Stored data

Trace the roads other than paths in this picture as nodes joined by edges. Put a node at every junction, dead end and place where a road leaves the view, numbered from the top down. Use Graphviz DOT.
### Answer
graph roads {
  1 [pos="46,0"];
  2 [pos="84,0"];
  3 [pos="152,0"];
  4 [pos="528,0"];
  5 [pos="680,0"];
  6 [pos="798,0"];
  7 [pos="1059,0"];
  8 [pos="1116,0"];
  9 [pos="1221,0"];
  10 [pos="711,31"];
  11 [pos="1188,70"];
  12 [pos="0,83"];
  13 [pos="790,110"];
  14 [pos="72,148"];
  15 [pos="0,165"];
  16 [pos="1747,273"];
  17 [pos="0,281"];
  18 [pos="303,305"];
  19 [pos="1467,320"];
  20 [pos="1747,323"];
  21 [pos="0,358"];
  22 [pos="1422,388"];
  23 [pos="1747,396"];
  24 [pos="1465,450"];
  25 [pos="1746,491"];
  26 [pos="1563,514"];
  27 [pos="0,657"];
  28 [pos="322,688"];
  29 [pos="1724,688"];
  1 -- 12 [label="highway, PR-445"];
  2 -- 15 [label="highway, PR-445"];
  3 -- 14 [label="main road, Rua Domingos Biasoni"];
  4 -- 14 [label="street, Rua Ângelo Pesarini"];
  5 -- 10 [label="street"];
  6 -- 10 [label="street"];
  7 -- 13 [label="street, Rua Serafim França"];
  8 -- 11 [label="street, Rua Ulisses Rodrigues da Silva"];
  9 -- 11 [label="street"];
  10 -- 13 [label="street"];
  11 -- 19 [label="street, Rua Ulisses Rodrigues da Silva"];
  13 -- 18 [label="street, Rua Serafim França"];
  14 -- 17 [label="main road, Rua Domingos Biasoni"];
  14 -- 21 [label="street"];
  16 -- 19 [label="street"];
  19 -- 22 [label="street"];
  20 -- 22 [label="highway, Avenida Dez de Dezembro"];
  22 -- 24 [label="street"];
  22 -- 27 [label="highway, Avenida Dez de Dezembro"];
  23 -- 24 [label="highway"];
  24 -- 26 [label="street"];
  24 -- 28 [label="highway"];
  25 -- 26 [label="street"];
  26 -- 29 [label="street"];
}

> **WORK TO BE COMPLETED**: For this exercise, give every entry again exactly as it appears.

> **ANSWER AREA**:
Trace the roads other than paths in this picture as nodes joined by edges. Put a node at every junction, dead end and place where a road leaves the view, numbered from the top down. Use Graphviz DOT.
### Answer
graph roads {
  1 [pos="46,0"];
  2 [pos="84,0"];
  3 [pos="152,0"];
  4 [pos="528,0"];
  5 [pos="680,0"];
  6 [pos="798,0"];
  7 [pos="1059,0"];
  8 [pos="1116,0"];
  9 [pos="1221,0"];
  10 [pos="711,31"];
  11 [pos="1188,70"];
  12 [pos="0,83"];
  13 [pos="790,110"];
  14 [pos="72,148"];
  15 [pos="0,165"];
  16 [pos="1747,273"];
  17 [pos="0,281"];
  18 [pos="303,305"];
  19 [pos="1467,320"];
  20 [pos="1747,323"];
  21 [pos="0,358"];
  22 [pos="1422,388"];
  23 [pos="1747,396"];
  24 [pos="1465,450"];
  25 [pos="1746,491"];
  26 [pos="1563,514"];
  27 [pos="0,657"];
  28 [pos="322,688"];
  29 [pos="1724,688"];
  1 -- 12 [label="highway, PR-445"];
  2 -- 15 [label="highway, PR-445"];
  3 -- 14 [label="main road, Rua Domingos Biasoni"];
  4 -- 14 [label="street, Rua Ângelo Pesarini"];
  5 -- 10 [label="street"];
  6 -- 10 [label="street"];
  7 -- 13 [label="street, Rua Serafim França"];
  8 -- 11 [label="street, Rua Ulisses Rodrigues da Silva"];
  9 -- 11 [label="street"];
  10 -- 13 [label="street"];
  11 -- 19 [label="street, Rua Ulisses Rodrigues da Silva"];
  13 -- 18 [label="street, Rua Serafim França"];
  14 -- 17 [label="main road, Rua Domingos Biasoni"];
  14 -- 21 [label="street"];
  16 -- 19 [label="street"];
  19 -- 22 [label="street"];
  20 -- 22 [label="highway, Avenida Dez de Dezembro"];
  22 -- 24 [label="street"];
  22 -- 27 [label="highway, Avenida Dez de Dezembro"];
  23 -- 24 [label="highway"];
  24 -- 26 [label="street"];
  24 -- 28 [label="highway"];
  25 -- 26 [label="street"];
  26 -- 29 [label="street"];
}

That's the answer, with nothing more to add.